Пришли данные по Лазовой: раньше она жила на улице Пермякова. Когда Ромбов припарковался у нужного дома, ему показалось, что интуиция кричит: это оно. Что «оно» — он ещё не знал, но район, в котором, с одной стороны улицы, как спичечные коробки, были натыканы серые однообразные девятиэтажки, а с другой — лежало озеро с выжженными солнцем берегами, казался именно тем местом, в котором то странное, с чем он столкнулся, могло произрасти.
Он направился к подъезду. По пути заметил всего двух человек. Дама с собачкой и понурый мужик средних лет в футболке с буквой «А». Ромбов позвонил в квартиру, в которой жила умершая. Ему не открыли.
Он попробовал — к соседям. Справа не открыли, слева тоже. Испытал ещё одну кнопку звонка.
— Кто? — спросил старушечий задверный голос.
— Полиция. По поводу соседей, — Ромбов показал удостоверение в глазок.
Дверь приоткрылась на цепочке, каких Ромбов не видел с самого детства. В щёлку глядела половина старческого лица со светло-голубым глазом, который был такого бледного цвета, словно уже готовился к исчезновению.

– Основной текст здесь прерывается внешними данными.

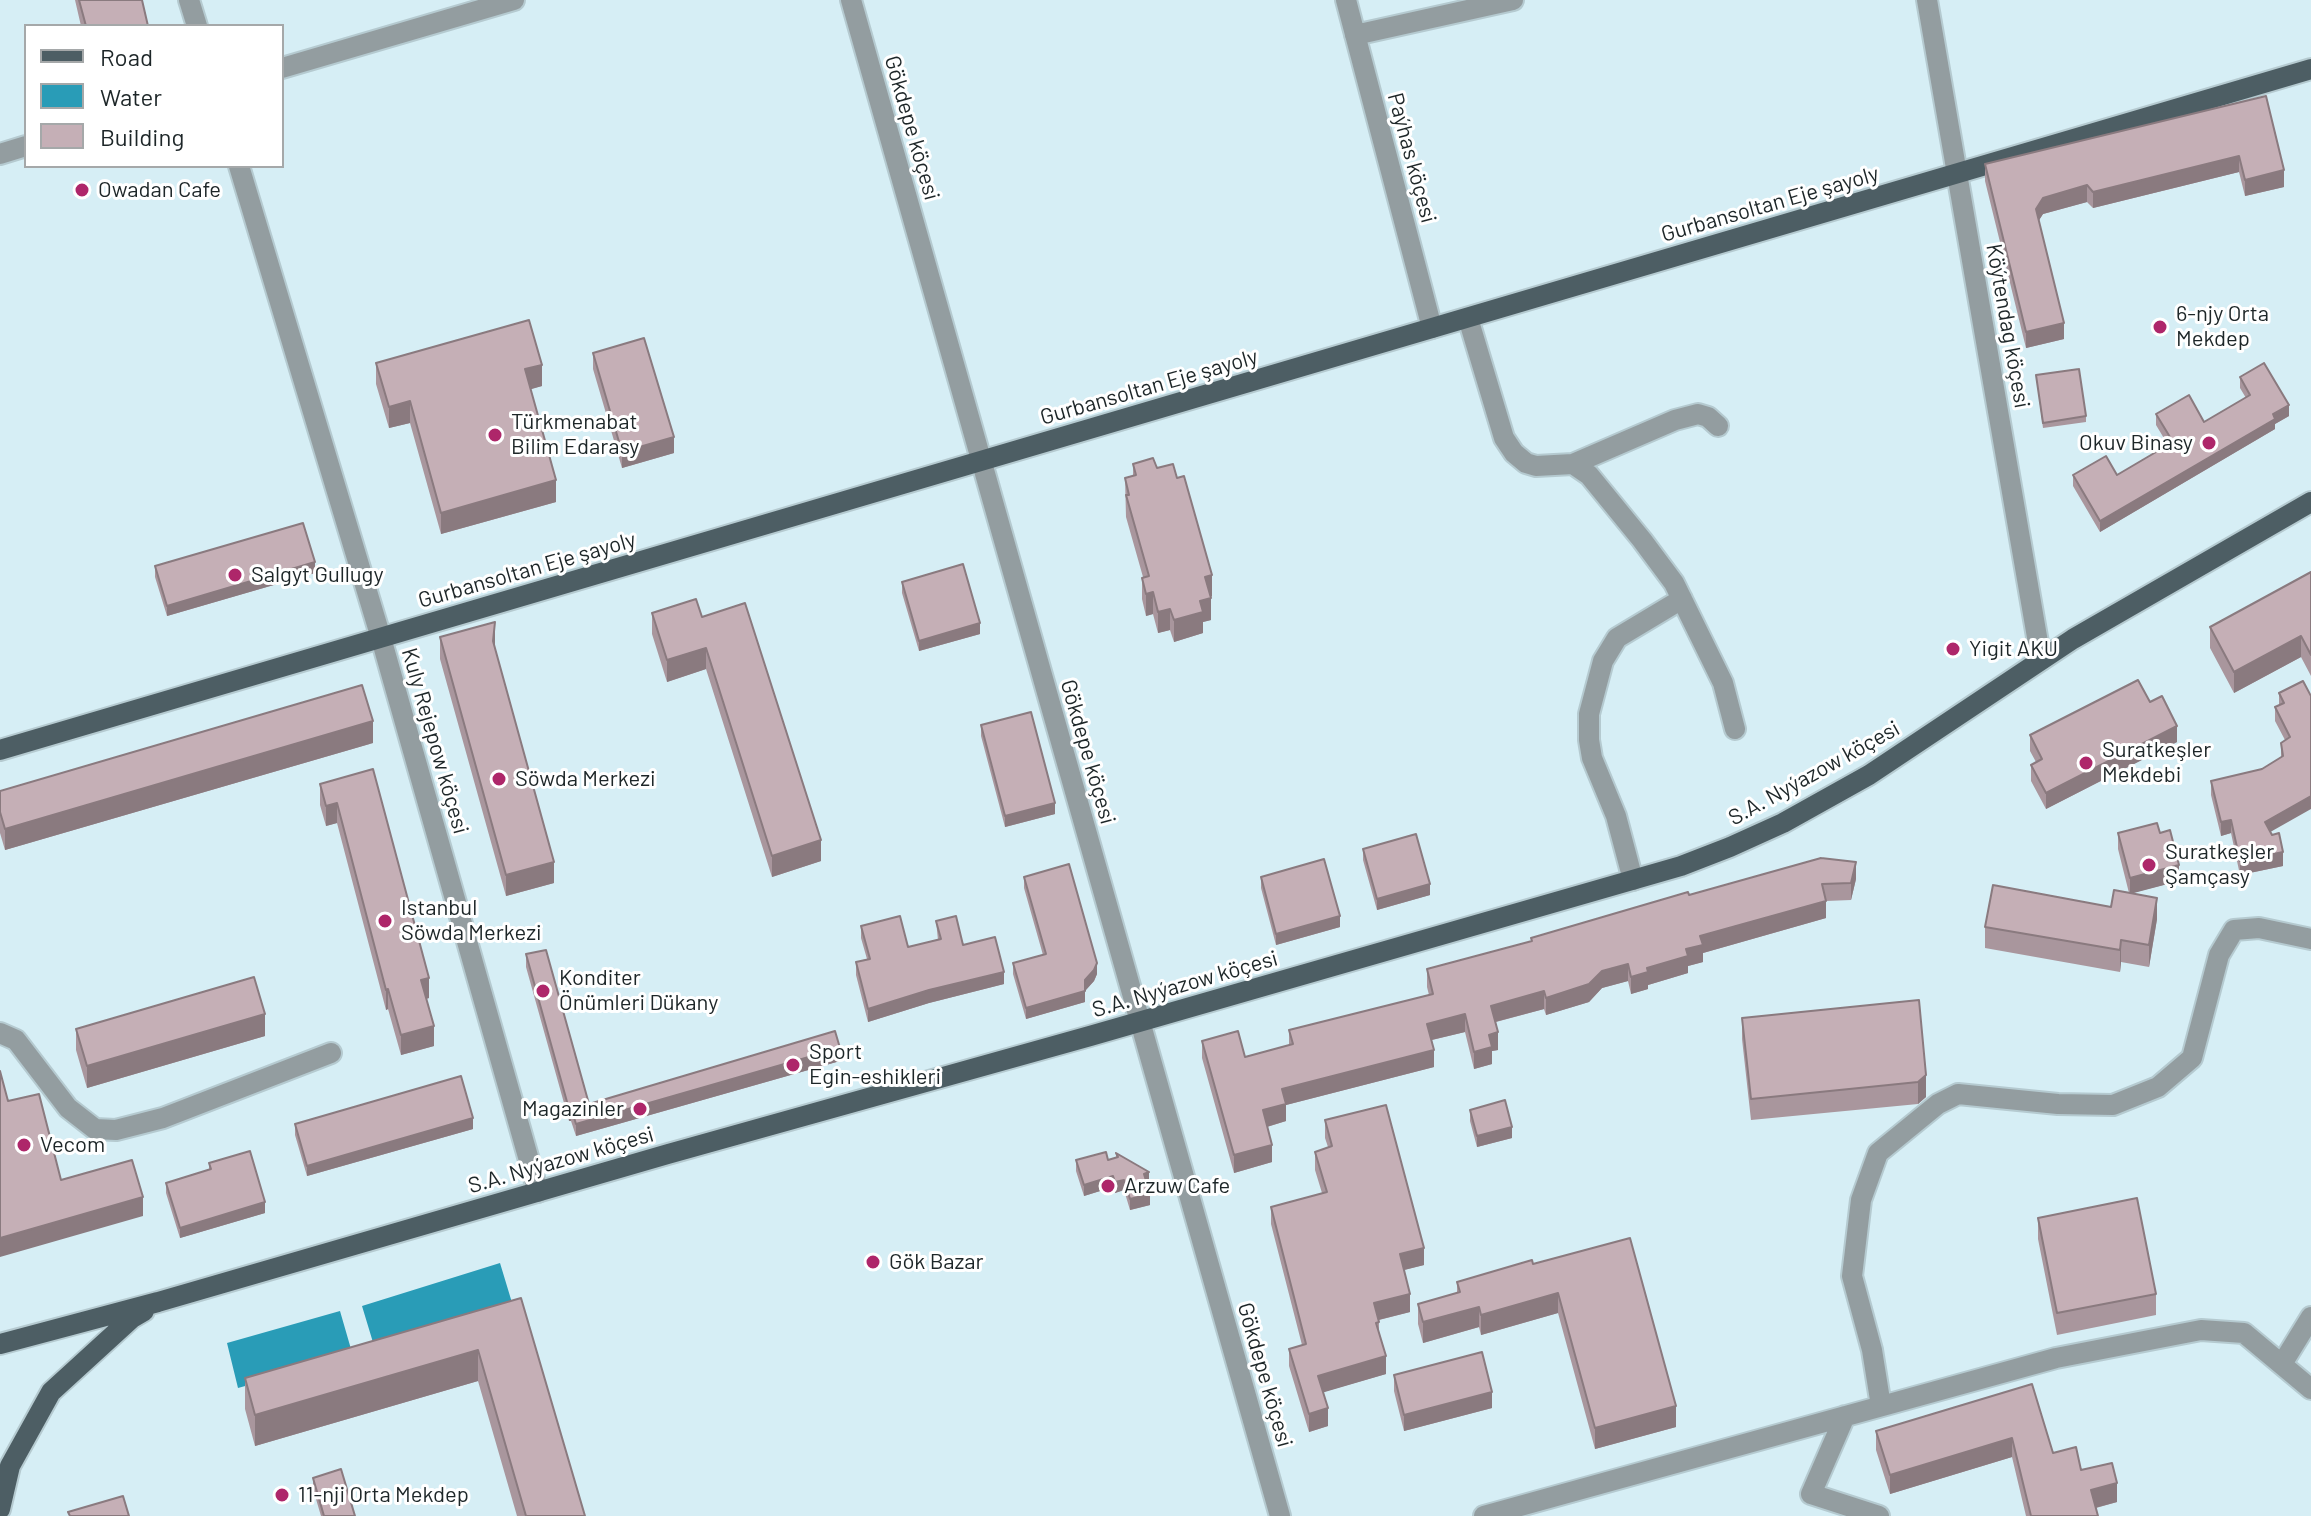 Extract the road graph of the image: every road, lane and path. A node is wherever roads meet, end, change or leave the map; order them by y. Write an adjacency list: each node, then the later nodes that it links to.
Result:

— Чего? — спросила половина рта, видная в щель.
— Вы давно здесь живёте?
— Да, давно живу, — заверило пол-лица.
— Помните Лазовых из пятьдесят второй?
— Так они не живут уже лет двадцать, чего их помнить.
Ромбов попросил, ещё раз поднеся к глазу удостоверение:
— Откройте, неудобно так говорить.
Звякнула цепочка. Широкую и приземистую бабулю стало видно целиком.